NAN reports that consumers have been struggling with the high cost of cooking gas due to global supply challenges, high international prices, limited availability of foreign exchange and high exchange rates.
The price of a 12.5kg cylinder has increased from about N8,400 to N9,500 in Lagos and environs and N10,000 in other parts of the country.
Mrs Ayo Olaiya, a businesswoman told NAN that the hike in the price of cooking gas was putting strain on women managing the home front.
“With gas you can quickly get food ready for the family, especially when you are in a hurry but now I can’t even use it all the time because of the cost.

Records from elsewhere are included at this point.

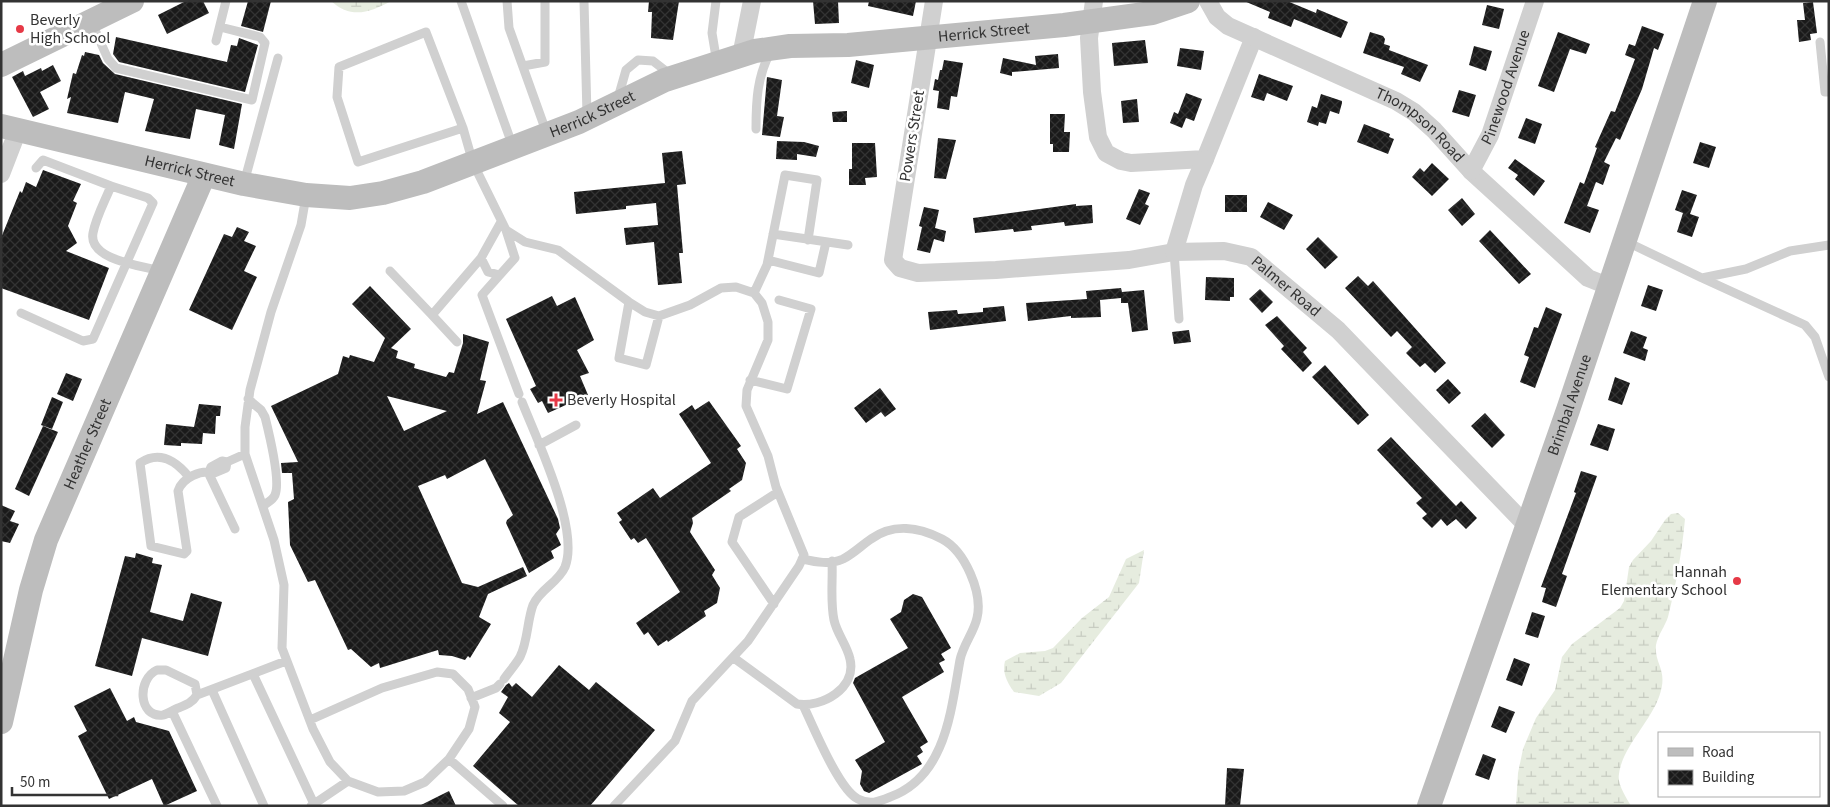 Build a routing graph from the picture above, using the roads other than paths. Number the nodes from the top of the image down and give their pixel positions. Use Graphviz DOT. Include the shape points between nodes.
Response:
graph roads {
  1 [pos="132,1"];
  2 [pos="226,1"];
  3 [pos="461,1"];
  4 [pos="507,1"];
  5 [pos="545,1"];
  6 [pos="584,1"];
  7 [pos="716,1"];
  8 [pos="752,1"];
  9 [pos="934,1"];
  10 [pos="1188,1"];
  11 [pos="1208,1"];
  12 [pos="1535,1"];
  13 [pos="1706,1"];
  14 [pos="1093,11"];
  15 [pos="91,21"];
  16 [pos="220,27"];
  17 [pos="928,38"];
  18 [pos="1254,38"];
  19 [pos="216,41"];
  20 [pos="1820,42"];
  21 [pos="772,49"];
  22 [pos="741,56"];
  23 [pos="278,58"];
  24 [pos="717,63"];
  25 [pos="1,65"];
  26 [pos="523,66"];
  27 [pos="1829,92"];
  28 [pos="587,118"];
  29 [pos="10,128"];
  30 [pos="463,128"];
  31 [pos="756,129"];
  32 [pos="548,134"];
  33 [pos="513,147"];
  34 [pos="1205,158"];
  35 [pos="473,163"];
  36 [pos="36,168"];
  37 [pos="1472,172"];
  38 [pos="1,174"];
  39 [pos="204,175"];
  40 [pos="244,184"];
  41 [pos="111,186"];
  42 [pos="306,195"];
  43 [pos="504,226"];
  44 [pos="773,234"];
  45 [pos="808,240"];
  46 [pos="1625,241"];
  47 [pos="826,242"];
  48 [pos="848,245"];
  49 [pos="1829,245"];
  50 [pos="1174,252"];
  51 [pos="481,258"];
  52 [pos="768,260"];
  53 [pos="128,262"];
  54 [pos="900,268"];
  55 [pos="161,271"];
  56 [pos="390,271"];
  57 [pos="500,275"];
  58 [pos="1702,278"];
  59 [pos="1608,286"];
  60 [pos="754,293"];
  61 [pos="780,300"];
  62 [pos="629,302"];
  63 [pos="21,313"];
  64 [pos="432,315"];
  65 [pos="659,316"];
  66 [pos="1180,319"];
  67 [pos="456,342"];
  68 [pos="1829,377"];
  69 [pos="750,380"];
  70 [pos="248,399"];
  71 [pos="576,425"];
  72 [pos="539,445"];
  73 [pos="246,454"];
  74 [pos="209,472"];
  75 [pos="189,477"];
  76 [pos="778,492"];
  77 [pos="264,505"];
  78 [pos="1527,526"];
  79 [pos="235,528"];
  80 [pos="802,559"];
  81 [pos="832,562"];
  82 [pos="774,604"];
  83 [pos="734,658"];
  84 [pos="286,661"];
  85 [pos="253,674"];
  86 [pos="212,690"];
  87 [pos="197,696"];
  88 [pos="472,698"];
  89 [pos="803,705"];
  90 [pos="172,711"];
  91 [pos="310,720"];
  92 [pos="1,722"];
  93 [pos="449,759"];
  94 [pos="348,781"];
  95 [pos="312,805"];
  96 [pos="217,806"];
  97 [pos="264,806"];
  98 [pos="503,806"];
  99 [pos="614,806"];
  100 [pos="1429,806"];
  1 -- 15 [label="street"];
  2 -- 16 [label="lane"];
  3 -- 33 [label="lane"];
  4 -- 26 [label="lane" via="508,28"];
  5 -- 26 [label="lane" via="545,62"];
  6 -- 28 [label="lane"];
  7 -- 24 [label="lane" via="712,33"];
  8 -- 22 [label="street"];
  9 -- 17 [label="street, Powers Street"];
  10 -- 14 [label="street, Herrick Street" via="1152,14"];
  11 -- 18 [label="street, Thompson Road" via="1221,21"];
  12 -- 37 [label="street, Pinewood Avenue" via="1490,134"];
  13 -- 46 [label="street, Brimbal Avenue"];
  14 -- 17 [label="street, Herrick Street"];
  14 -- 34 [label="street" via="1089,38 1092,92 1098,137 1106,153 1120,161 1131,162"];
  15 -- 16 [label="lane" via="108,59 116,68 252,100 265,43 260,37"];
  15 -- 25 [label="street"];
  16 -- 19 [label="lane"];
  17 -- 21 [label="street, Herrick Street"];
  17 -- 54 [label="street, Powers Street" via="893,260"];
  18 -- 34 [label="street"];
  18 -- 37 [label="street, Thompson Road" via="1414,112"];
  20 -- 27 [label="lane" via="1825,92"];
  21 -- 22 [label="street, Herrick Street"];
  21 -- 31 [label="lane" via="762,68 756,101"];
  22 -- 24 [label="street, Herrick Street"];
  23 -- 40 [label="lane"];
  24 -- 28 [label="street, Herrick Street" via="673,77"];
  26 -- 32 [label="lane"];
  28 -- 32 [label="street, Herrick Street"];
  29 -- 38 [label="street"];
  29 -- 39 [label="street, Herrick Street"];
  30 -- 30 [label="lane" via="358,162 337,97 339,67 426,32"];
  30 -- 35 [label="lane"];
  32 -- 33 [label="street, Herrick Street"];
  33 -- 35 [label="street, Herrick Street"];
  34 -- 50 [label="street"];
  35 -- 42 [label="street, Herrick Street" via="383,193 350,198"];
  35 -- 43 [label="lane"];
  36 -- 41 [label="lane" via="43,160"];
  37 -- 59 [label="street, Thompson Road" via="1588,278"];
  39 -- 40 [label="street, Herrick Street"];
  39 -- 55 [label="street, Heather Street"];
  40 -- 42 [label="street, Herrick Street"];
  41 -- 53 [label="lane" via="92,235 94,245 104,256"];
  41 -- 53 [label="lane" via="148,198 153,203"];
  42 -- 70 [label="lane" via="301,225"];
  43 -- 51 [label="lane"];
  43 -- 57 [label="lane" via="515,258"];
  43 -- 62 [label="lane" via="525,242 558,250"];
  44 -- 45 [label="lane"];
  44 -- 45 [label="lane" via="785,175 817,180"];
  44 -- 52 [label="lane"];
  45 -- 47 [label="lane"];
  46 -- 58 [label="lane"];
  46 -- 59 [label="street, Brimbal Avenue"];
  47 -- 48 [label="lane"];
  47 -- 52 [label="lane" via="819,273"];
  49 -- 58 [label="lane" via="1790,251 1746,270"];
  50 -- 54 [label="street, Palmer Road" via="1129,260 996,270 918,273"];
  50 -- 66 [label="lane"];
  50 -- 78 [label="street, Palmer Road" via="1224,252 1251,257 1338,330"];
  51 -- 57 [label="lane" via="488,272"];
  51 -- 64 [label="lane"];
  52 -- 60 [label="lane"];
  53 -- 55 [label="lane"];
  53 -- 63 [label="lane" via="94,339 83,342"];
  55 -- 92 [label="street, Heather Street" via="46,540 31,590"];
  56 -- 64 [label="lane"];
  57 -- 72 [label="lane" via="482,295"];
  58 -- 68 [label="lane" via="1805,325 1815,338"];
  59 -- 78 [label="street, Brimbal Avenue"];
  60 -- 65 [label="lane" via="736,287 722,288 690,305"];
  60 -- 69 [label="lane" via="762,303 768,322 768,340"];
  61 -- 69 [label="lane" via="811,309 787,389"];
  62 -- 65 [label="lane"];
  62 -- 65 [label="lane" via="619,358 646,365"];
  64 -- 67 [label="lane"];
  69 -- 76 [label="lane" via="746,406 768,456"];
  70 -- 73 [label="lane" via="244,427"];
  70 -- 77 [label="lane" via="265,417 277,481 276,493"];
  71 -- 72 [label="lane"];
  72 -- 88 [label="lane" via="565,521 565,565 558,579 536,598 520,656 502,682"];
  73 -- 74 [label="lane" via="227,462 226,468"];
  73 -- 77 [label="lane"];
  74 -- 75 [label="lane"];
  74 -- 79 [label="lane"];
  75 -- 75 [label="lane" via="168,458 147,458 140,463 151,546 179,555 186,551 178,491 180,484"];
  76 -- 80 [label="lane" via="804,555"];
  76 -- 82 [label="lane" via="739,517 732,542"];
  77 -- 84 [label="lane" via="284,585 282,648"];
  78 -- 100 [label="street, Brimbal Avenue"];
  80 -- 81 [label="lane"];
  80 -- 82 [label="lane"];
  81 -- 89 [label="lane" via="834,618 851,660 850,673 841,691 824,701"];
  81 -- 89 [label="lane" via="843,559 873,537 891,529 910,528 927,532 945,540 962,558 972,576 978,598 977,618 961,658 955,700 936,755 926,773 895,796 872,804 856,799 842,784"];
  82 -- 83 [label="lane"];
  83 -- 89 [label="lane" via="797,704"];
  83 -- 99 [label="lane" via="692,701 675,741"];
  84 -- 85 [label="lane"];
  84 -- 91 [label="lane"];
  85 -- 86 [label="lane"];
  85 -- 95 [label="lane"];
  86 -- 87 [label="lane"];
  86 -- 97 [label="lane"];
  87 -- 90 [label="lane" via="192,702"];
  87 -- 90 [label="lane" via="195,684 166,670 150,673 145,680 143,701 147,708 164,715"];
  88 -- 91 [label="lane" via="468,688 453,674 438,672 382,688"];
  88 -- 93 [label="lane" via="475,708 469,729"];
  90 -- 96 [label="lane"];
  91 -- 94 [label="lane" via="330,762"];
  93 -- 94 [label="lane" via="425,782 404,791 378,792"];
  93 -- 98 [label="lane"];
  94 -- 95 [label="lane"];
}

“Now, I am using charcoal stove mostly because it is cheaper despite the stress and discomfort,” she said.
A food vendor in Iyana-Ipaja area, Mrs Iyabo Olowokere, said the increase in the price of gas was affecting her business negatively.

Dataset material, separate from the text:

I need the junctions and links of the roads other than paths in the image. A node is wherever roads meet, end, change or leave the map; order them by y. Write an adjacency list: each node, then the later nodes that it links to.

Olowokere said she normally used 12kg cylinder with three burners for cooking but had started using firewood as an alternative due to the cost of cooking gas.
“Government should help us stop this increment because it is not easy for us at all and even if we increase the cost of our food or reduce the quantity, we will be losing customers,” she said.
Mr Michael Umudu, National Chairman, the Liquefied Petroleum Gas Retailers (LPGAR), branch of National Union of Petroleum and Natural Gas Workers (NUPENG), said the situation was, indeed, worrisome for both retailers and consumers.
He confirmed that the price of 12.5kg cylinder had risen from about N8,400 to between N9,500 and N10,000 in Lagos and other parts of the country.
According to him, prices at the depots have similarly risen to about N12.6 million for 20 metric tons from N11.4 million, which was the average price a few weeks ago.
He said: “The worrisome aspect of this development is that it has continued to rise on daily basis for weeks now but began to escalate in the last few weeks leading to significant increases in both depots and retail outlets.
“For us as retailers, it is a big problem because we can’t even afford to stock up our shops and even when we do, it will take time before we can make enough sales to get back our investments.
“What we find now is that people even bring in 12.5kg cylinders but opt to fill them with less than 6kg of gas just to manage at home.”
Umudu said the union, therefore, expected the government to come up with clear policy direction for the development of LPG in the country to forestall the ugly situation.
He said: “LPG as a clean energy has steadily been embraced by low income earning Nigerians in the last seven years against previous years when it was seen as the preserve of the rich.
“What we are witnessing now is that demand for LPG is reducing drastically because people can no longer afford the product and are resorting to firewood and kerosene stoves which have health implications.”
Umudu appealed to the government to create a dedicated forex window for LPG importers, noting that the allocation from the Nigerian LNG Ltd. could only meet about 40 per cent of the consumption in the country.
But the Nigeria Liquefied Petroleum Gas Association (NLPGA) said Nigeria consumed a total of 1.2MT of LPG in 2021 with about 60 per cent imported into the country by marketers.
Mr Andy Odeh, General Manager, External Relations and Sustainable Development, NLNG, explained that the company supplied about 400,000MT of LPG to the domestic market in 2021.
He said the board approved the supply of 450,000MT, 100 per cent of the company’s LPG production (Propane and Butane), to the domestic market in 2022.
Odeh said this marked the company’s strong commitment to the continued growth of the domestic LPG market.